Divine Mercy Sunday is a feast declared and placed in the liturgical calendar by His Holiness, Pope John Paul II. It is a feast requested by our Lord, as recorded in the Diary of St. Faustina. Jesus said to her, “My daughter, tell the whole world about My inconceivable mercy. I desire that the Feast of Mercy be a refuge and a shelter for all souls, and especially for poor sinners. On that day the very depths of My tender mercy are open. I pour out a whole ocean of graces upon those souls who approach the font of My mercy”.
One of the champions of the Divine Mercy message was our late beloved Holy Father, Pope John Paul II, who died on Divine Mercy Sunday three years ago. Not only was he instrumental in lifting of the ban on St. Faustina's diary, but was an ardent Apostle of Christ's Mercy, and promoted Faustina's sainthood. In his encyclical, 'Dives In Misericordia', he proclaimed the abundant mercy of God. He stated that Divine Mercy “formed the image of his pontificate”. Praying at the Shrine of Divine Mercy, this humble servant of God said, “I come here to entrust to Him once more my Petrine ministry ... Jesus, I trust in you.” Pope John Paul II will always be remembered as the Mercy Pope, as he reached out to bring forgiveness and reconciliation to a world disparately in need of healing.
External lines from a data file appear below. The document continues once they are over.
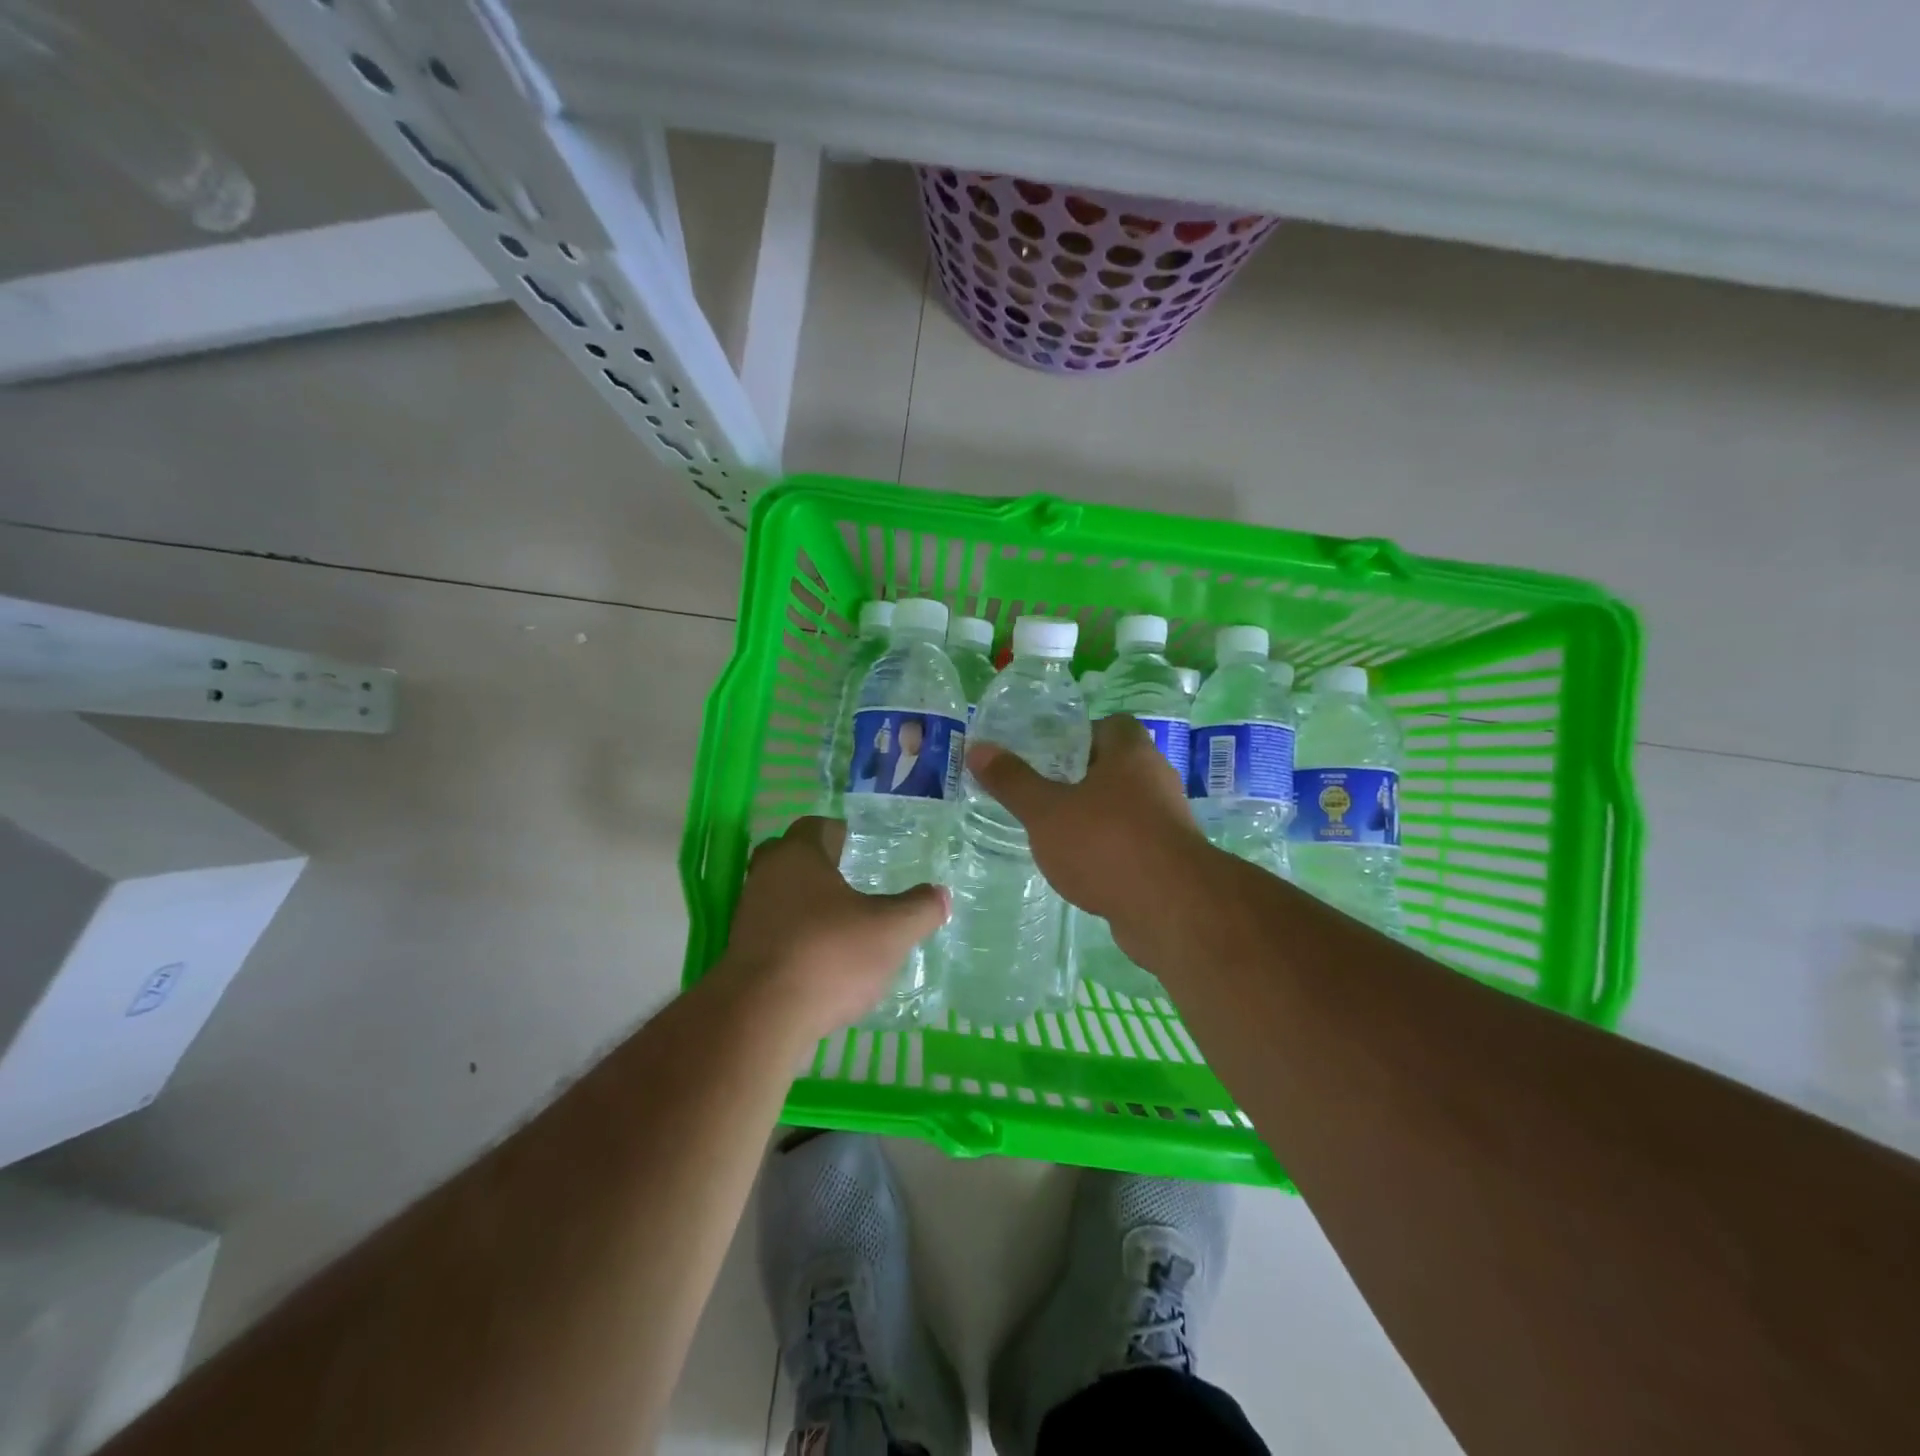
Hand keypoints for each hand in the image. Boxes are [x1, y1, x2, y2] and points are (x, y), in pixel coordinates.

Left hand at [716, 816, 948, 1041]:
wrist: (760, 1019)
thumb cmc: (829, 955)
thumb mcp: (891, 931)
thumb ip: (920, 908)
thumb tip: (941, 895)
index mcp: (797, 855)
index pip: (815, 826)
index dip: (839, 833)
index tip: (860, 848)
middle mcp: (765, 877)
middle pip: (790, 858)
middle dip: (818, 866)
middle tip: (851, 881)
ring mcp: (748, 917)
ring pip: (779, 896)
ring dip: (806, 905)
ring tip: (842, 925)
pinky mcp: (741, 955)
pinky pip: (773, 932)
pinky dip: (796, 938)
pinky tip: (822, 960)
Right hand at [966, 716, 1214, 959]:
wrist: (1171, 909)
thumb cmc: (1105, 843)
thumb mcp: (1046, 810)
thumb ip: (1012, 781)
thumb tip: (978, 747)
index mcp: (1131, 754)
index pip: (1111, 725)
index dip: (1079, 734)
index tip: (1048, 754)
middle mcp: (1156, 780)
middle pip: (1116, 767)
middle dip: (1081, 778)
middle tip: (1042, 792)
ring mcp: (1167, 823)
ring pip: (1124, 809)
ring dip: (1095, 818)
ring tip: (1054, 833)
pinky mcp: (1169, 861)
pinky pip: (1132, 844)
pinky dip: (1109, 851)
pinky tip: (1080, 869)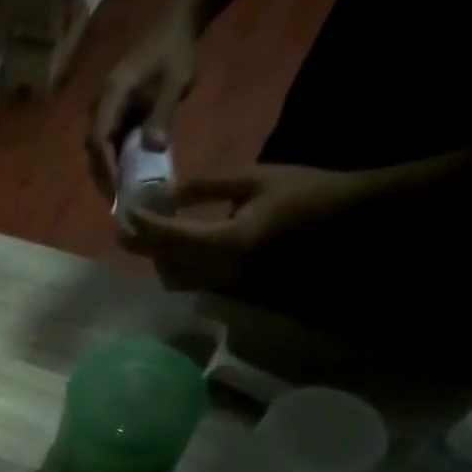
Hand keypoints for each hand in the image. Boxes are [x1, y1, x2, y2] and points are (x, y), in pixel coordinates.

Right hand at [87, 14, 198, 194]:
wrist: (176, 25)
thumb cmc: (176, 51)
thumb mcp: (176, 82)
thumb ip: (163, 114)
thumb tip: (153, 148)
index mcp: (111, 96)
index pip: (100, 139)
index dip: (107, 167)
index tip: (117, 189)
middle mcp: (101, 106)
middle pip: (95, 149)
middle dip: (105, 176)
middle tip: (118, 202)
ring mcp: (106, 111)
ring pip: (99, 150)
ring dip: (108, 173)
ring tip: (121, 195)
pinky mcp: (114, 115)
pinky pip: (109, 144)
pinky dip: (115, 162)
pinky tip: (126, 178)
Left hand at [120, 163, 365, 294]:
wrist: (347, 223)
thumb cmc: (305, 193)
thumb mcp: (255, 180)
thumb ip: (208, 187)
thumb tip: (169, 193)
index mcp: (225, 242)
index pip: (169, 237)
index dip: (143, 226)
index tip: (124, 214)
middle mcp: (219, 272)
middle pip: (165, 264)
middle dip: (143, 247)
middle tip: (125, 230)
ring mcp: (226, 286)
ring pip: (176, 279)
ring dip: (158, 260)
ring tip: (148, 238)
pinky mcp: (233, 291)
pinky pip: (193, 283)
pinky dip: (177, 267)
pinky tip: (175, 249)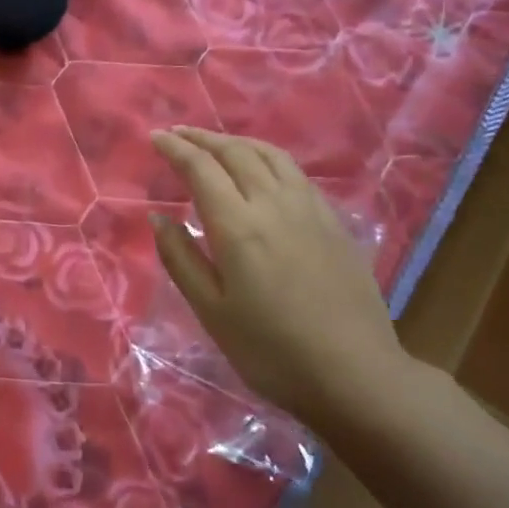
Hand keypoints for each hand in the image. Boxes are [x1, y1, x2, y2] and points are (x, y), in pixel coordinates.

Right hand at [150, 127, 415, 433]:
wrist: (353, 373)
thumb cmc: (270, 350)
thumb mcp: (211, 311)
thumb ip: (181, 259)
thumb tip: (159, 218)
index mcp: (239, 226)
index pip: (201, 169)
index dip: (176, 149)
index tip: (155, 138)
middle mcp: (275, 204)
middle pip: (236, 153)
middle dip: (203, 138)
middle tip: (178, 134)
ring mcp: (310, 210)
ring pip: (270, 156)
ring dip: (237, 142)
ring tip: (216, 143)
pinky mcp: (333, 222)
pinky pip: (295, 173)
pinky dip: (267, 158)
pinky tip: (262, 171)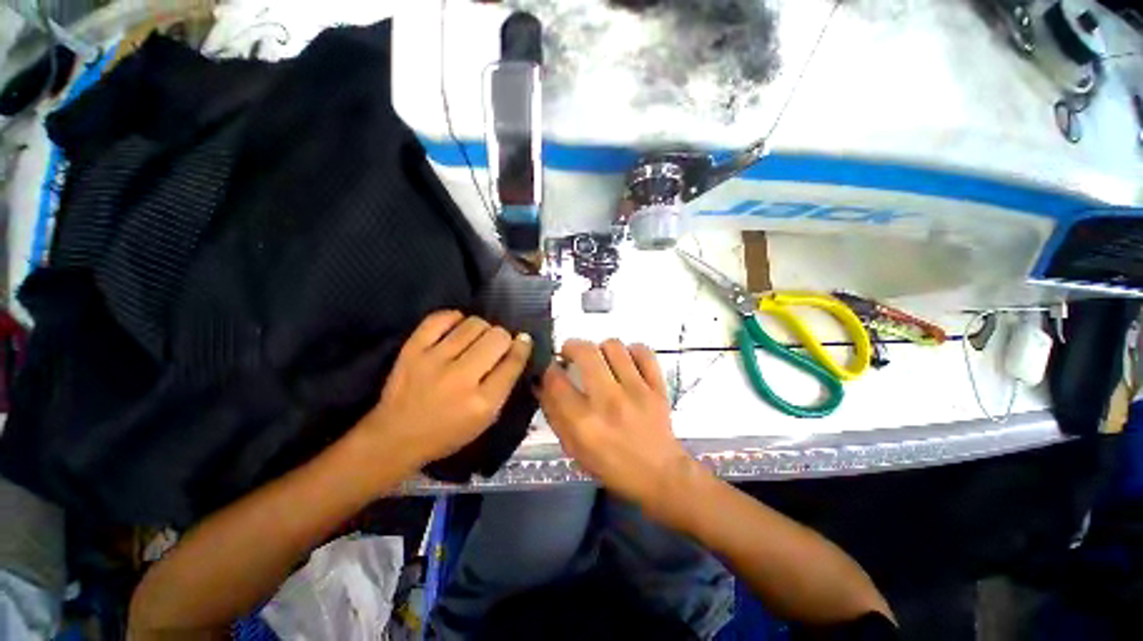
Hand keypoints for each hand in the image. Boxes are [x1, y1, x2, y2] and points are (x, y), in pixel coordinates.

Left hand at [359, 310, 532, 469]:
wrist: (396, 437)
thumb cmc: (448, 432)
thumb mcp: (486, 419)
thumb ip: (505, 384)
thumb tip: (518, 347)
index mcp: (483, 402)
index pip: (513, 362)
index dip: (522, 346)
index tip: (523, 340)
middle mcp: (461, 378)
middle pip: (497, 337)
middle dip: (503, 337)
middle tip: (497, 345)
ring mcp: (433, 361)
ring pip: (474, 324)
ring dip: (482, 328)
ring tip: (477, 338)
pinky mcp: (411, 350)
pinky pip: (440, 318)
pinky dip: (454, 318)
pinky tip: (457, 327)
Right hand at [538, 339, 693, 509]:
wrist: (659, 475)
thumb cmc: (611, 465)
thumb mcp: (573, 447)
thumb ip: (554, 413)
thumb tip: (540, 383)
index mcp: (584, 422)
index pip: (556, 380)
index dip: (548, 368)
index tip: (551, 367)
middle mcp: (608, 401)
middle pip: (585, 352)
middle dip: (572, 346)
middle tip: (571, 353)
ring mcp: (637, 391)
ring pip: (614, 346)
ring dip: (601, 348)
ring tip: (601, 360)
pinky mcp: (657, 387)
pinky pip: (644, 352)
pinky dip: (632, 351)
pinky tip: (626, 362)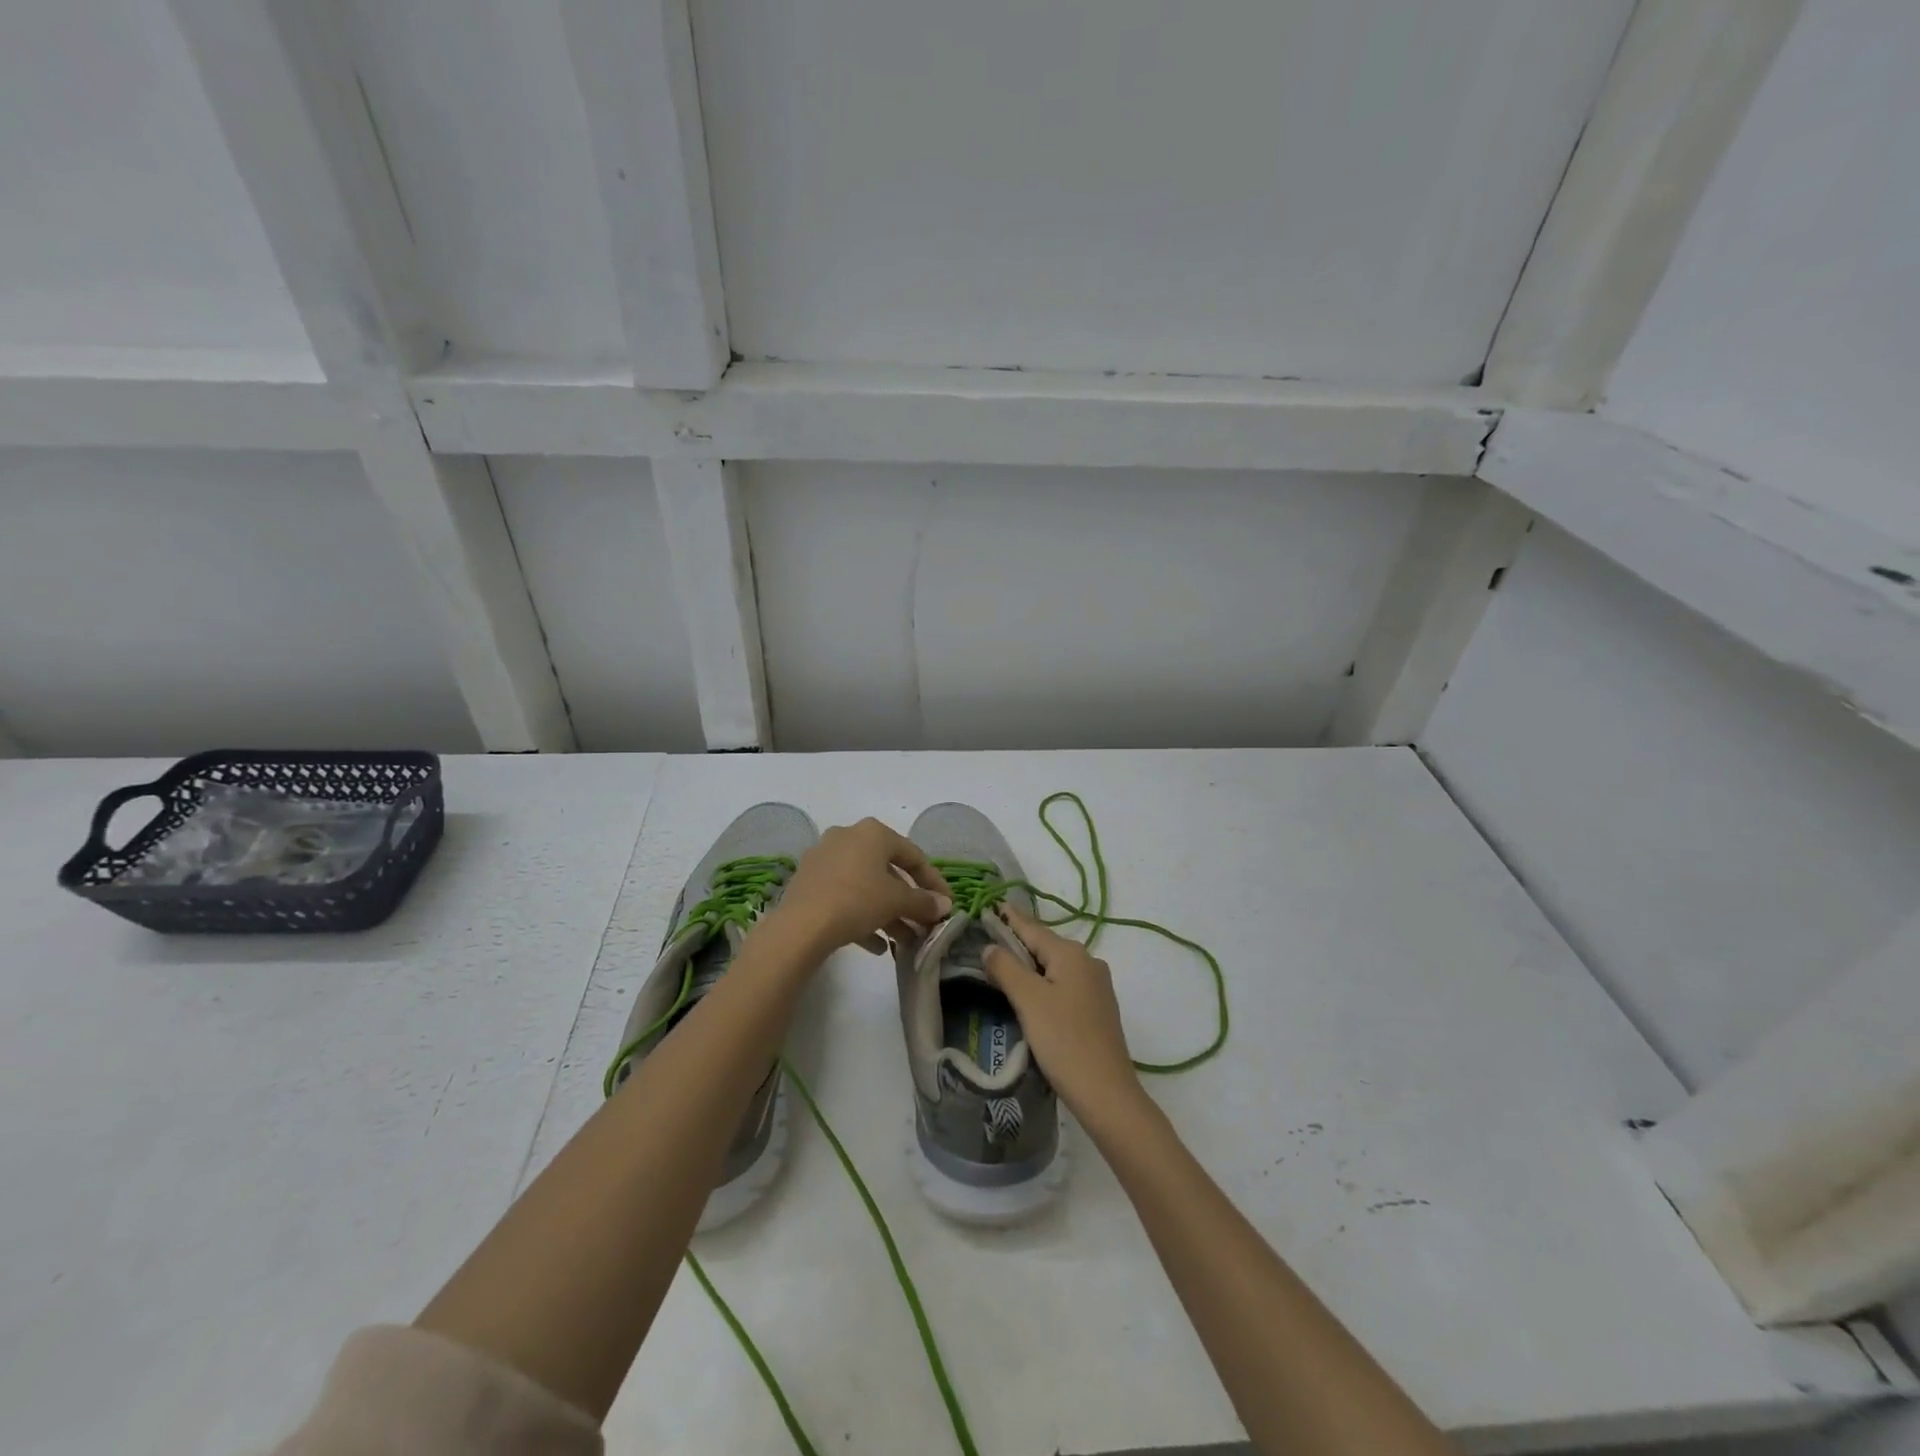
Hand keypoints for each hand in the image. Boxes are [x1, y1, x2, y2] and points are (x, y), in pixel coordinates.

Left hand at [773, 818, 951, 955]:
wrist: (800, 927)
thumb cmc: (856, 901)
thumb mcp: (897, 901)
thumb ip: (923, 902)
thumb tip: (945, 905)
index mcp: (872, 832)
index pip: (913, 855)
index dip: (933, 882)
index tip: (945, 904)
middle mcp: (847, 837)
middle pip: (888, 871)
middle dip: (908, 901)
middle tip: (923, 924)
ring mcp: (824, 859)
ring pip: (866, 886)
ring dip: (888, 913)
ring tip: (904, 941)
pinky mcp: (808, 883)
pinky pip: (844, 896)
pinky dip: (863, 916)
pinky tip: (876, 945)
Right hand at [984, 906, 1144, 1120]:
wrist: (1106, 1093)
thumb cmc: (1064, 1040)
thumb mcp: (1028, 1000)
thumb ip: (1006, 968)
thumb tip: (990, 946)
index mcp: (1072, 953)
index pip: (1032, 928)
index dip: (1009, 919)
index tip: (989, 906)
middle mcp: (1088, 962)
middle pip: (1044, 946)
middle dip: (1017, 944)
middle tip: (986, 942)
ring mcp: (1096, 986)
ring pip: (1054, 967)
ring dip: (1029, 967)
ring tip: (1001, 969)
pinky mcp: (1097, 1009)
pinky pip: (1064, 985)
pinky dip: (1044, 985)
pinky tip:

In a peculiar way, on this Mercy Sunday, we actually celebrate the wounds of Our Savior. Through the lance that pierced Our Savior's Sacred Heart, the curtain of the temple was torn in two, and we enter the Holy of Holies. Through the blood and water that came from His side, forgiveness flows. We are pardoned, washed clean in the Blood of the Lamb. The Gates of Heaven are opened, and we are resurrected to new life. Through the thorns that pierced His head, through our suffering for the Gospel, we are crowned with Him as priest, prophet, and king. Hanging by the nails that pierced His Sacred Hands, in His dying breath, he said, “It is accomplished.”
Let his blood be on our hands.
Jesus told St. Faustina, “Before I come as the just judge, I come as the Merciful Savior.” Who among us can say that he is innocent of the charge? Who can say His blood is not on our hands?
We have only one option, only one way out, to confess our guilt and plea for mercy. His blood is on our hands. His blood testifies against us, but blood that condemns, becomes the blood that redeems and saves.
Then let us say in a new way, “Let us His Blood be on us.” Let us be made clean, washed in the Blood of the Lamb. Let His Blood be on our conscience, as we confess our guilt, and immerse ourselves in the ocean of His Mercy. Let His Blood be in our intellect, as we dedicate our lives to God and bring mercy to a lost world. Let His Blood be on our hands as we extend His greeting of peace. Let His Blood be on our lips as we drink from the cup of salvation. And let His Blood be on our souls when death knocks at our door.
Yes, today we celebrate this great Feast of Divine Mercy. We celebrate this feast so dear to our beloved John Paul II. We join with the Apostle Thomas and exclaim, “My Lord and My God” and we hear the comforting words of our risen Savior, “Peace be with you.”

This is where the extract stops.